Berlin (dpa) − Hans-Ulrich Jörges feiert am 8. Dezember seinen 65. Geburtstag − sein letzter Arbeitstag ist das aber noch nicht. Jörges, Mitglied der „Stern“-Chefredaktion und langjähriger Leiter des Hauptstadtbüros, ist nicht der Typ, der sich darauf freuen würde, die Beine hochzulegen und Däumchen zu drehen. Ruhestand und Rente? „Das klingt ja schon sehr schräg“, sagt der Journalist. Erst einmal läuft sein Vertrag mit Gruner & Jahr noch bis Juni 2017. Und für danach ist vereinbart, dass er weiter für den „Stern“ schreiben wird, seine populäre Kolumne „Zwischenruf“.

 

Dass Jörges mal beim „Stern“ landen und „Journalist des Jahres“ in der Kategorie Politik werden würde, war alles andere als selbstverständlich. Geboren wurde er 1951 im thüringischen Bad Salzungen, sechs Jahre später verließ die Familie die DDR Richtung Westen. Sein Abi hat Jörges in Frankfurt gemacht.

 

Eigentlich wollte er gar nicht Journalist werden, aber vor dem Studium einen Beruf lernen. „Ich bin zum Arbeitsamt gegangen und hab‘ gefragt, was die mir raten würden“, erzählt er. Die Berater haben ihm eine Setzerlehre oder ein Volontariat bei der Nachrichtenagentur VWD vorgeschlagen. Jörges entschied sich für Letzteres − weil die Setzerlehre deutlich länger gedauert hätte.

 

Nach dem Volontariat hat er angefangen zu studieren − Soziologie, Politik, Germanistik -, parallel aber weiter beim VWD gearbeitet. Und damit stellte sich dann doch die Frage, ob das nicht ein Beruf für ihn sein könnte. „Deshalb habe ich das Studium dann abgebrochen, das ist mir nicht leicht gefallen“, sagt er. Kurz darauf ist er in die Deutschlandzentrale der Nachrichtenagentur Reuters nach Bonn gewechselt, 1979 Reuters-Büro-Leiter in Berlin geworden.

 

Zum „Stern“ kam Jörges 1985 und wurde nach einer Zwischenstation bei der „Süddeutschen Zeitung“ erst Politik-Chef, dann stellvertretender Chefredakteur des Magazins in Hamburg.

 

„Die aufregendste Zeit war meine Reuters-Zeit in West-Berlin“, sagt Jörges, die Jahre vor dem Mauerfall. „Da konnte man gar nicht Atem holen, was da alles passiert ist.“ Ost-West-Konflikt, Hausbesetzerszene, regelmäßig Demos in Kreuzberg − Jörges mittendrin.

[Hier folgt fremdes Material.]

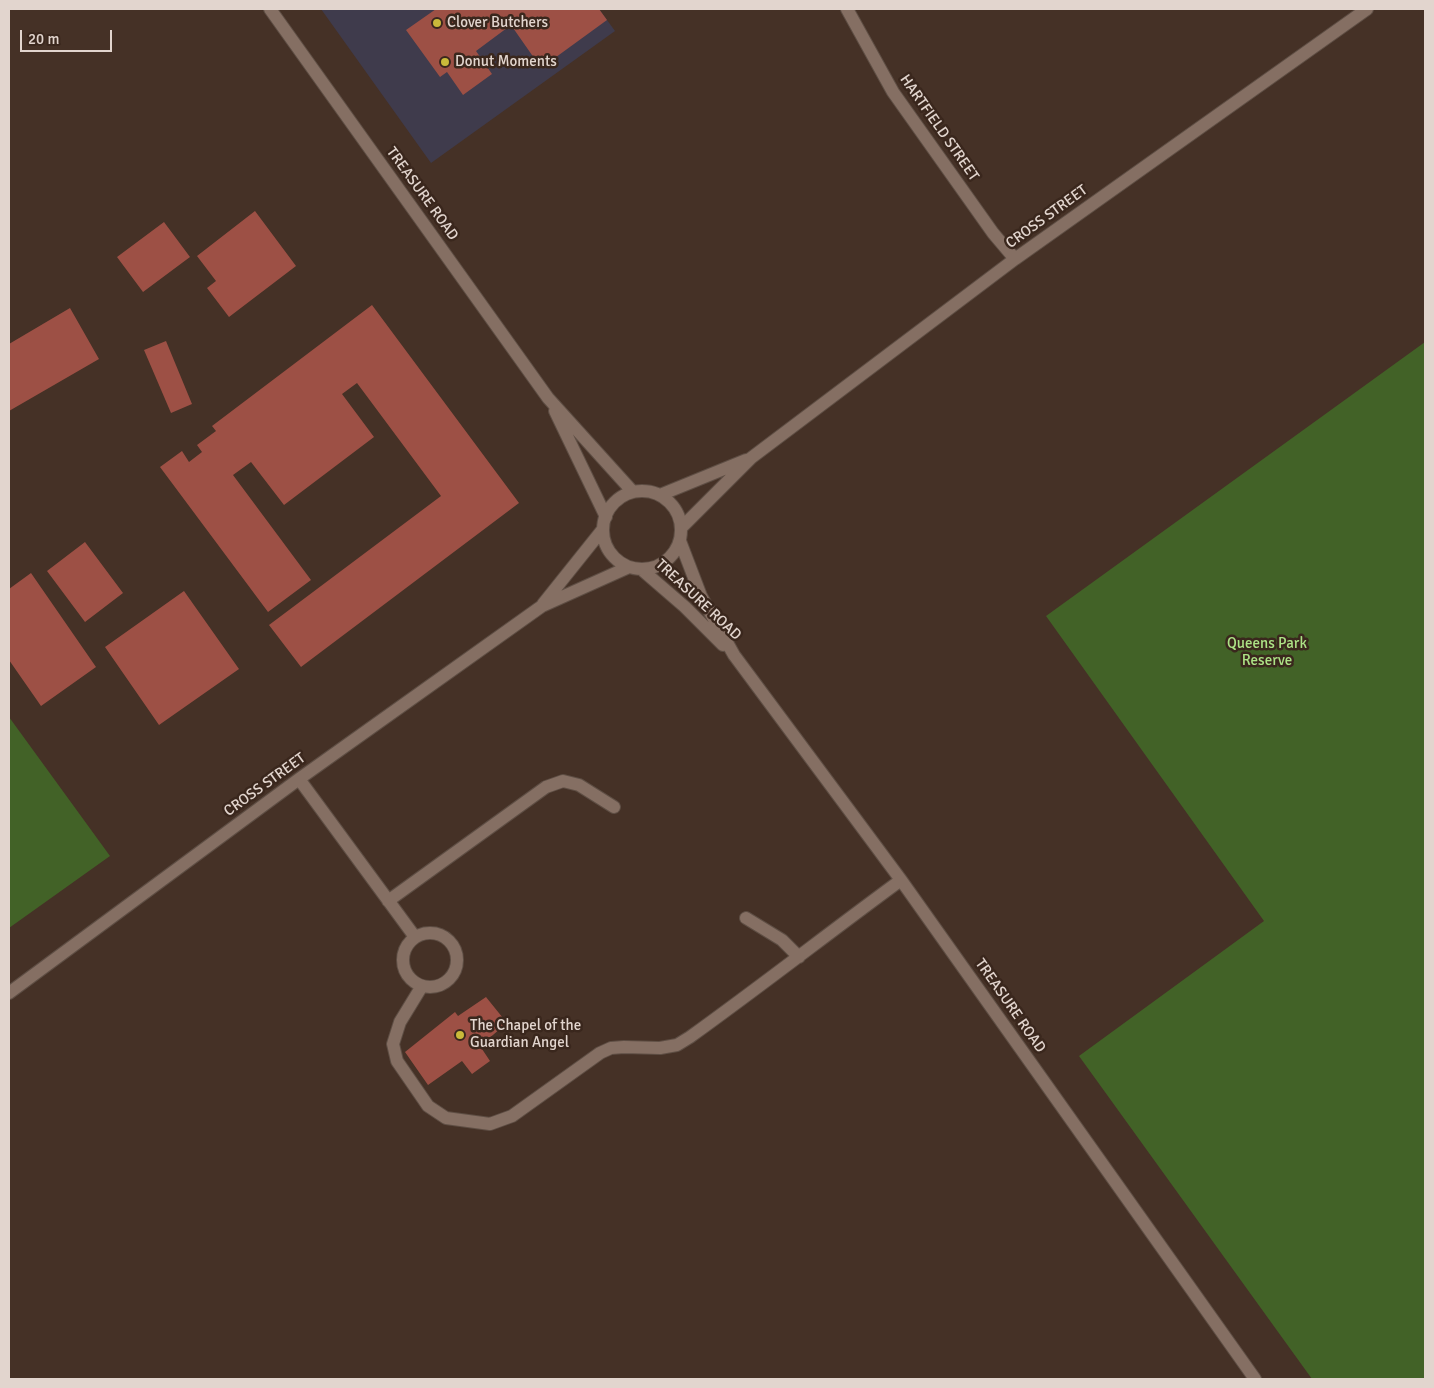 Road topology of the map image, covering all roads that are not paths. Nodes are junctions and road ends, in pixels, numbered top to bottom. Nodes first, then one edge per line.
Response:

Der Journalismus ist seitdem ein anderer geworden. Das Lagerdenken sei Geschichte, aber es habe auch einen Verlust an Meinungsvielfalt in den Medien gegeben, sagt Jörges. Und er beobachtet einen starken Trend zum Rudeljournalismus: „Alle rennen in die gleiche Richtung, kommentieren gleich, unterliegen den gleichen Irrtümern.“

 

Seit 2002, als Jörges die Leitung des „Stern“-Hauptstadtbüros übernahm, schreibt er seine wöchentliche Kolumne. Und von der will er auch nicht lassen, wenn er ab kommenden Sommer nicht mehr regelmäßig ins „Stern“-Büro in der Friedrichstraße geht.

 

Vielleicht bleibt dann sogar mehr Zeit für andere Interessen. „Ich fahre einmal in der Woche Trabrennen in Karlshorst auf der Trabrennbahn mit einem Trainer“, erzählt er. „Und ich mache zweimal die Woche Boxtraining, jeweils eineinhalb Stunden.“ Es gebe nichts, was einen von Kopf bis Fuß so durchtrainiere. Bücher geschrieben hat Jörges schon einige. Eine Idee für das nächste hat er auch schon − es geht um eine Berlin-Geschichte aus der Zeit, die er als seine spannendste in Erinnerung hat. Mehr will er noch nicht verraten.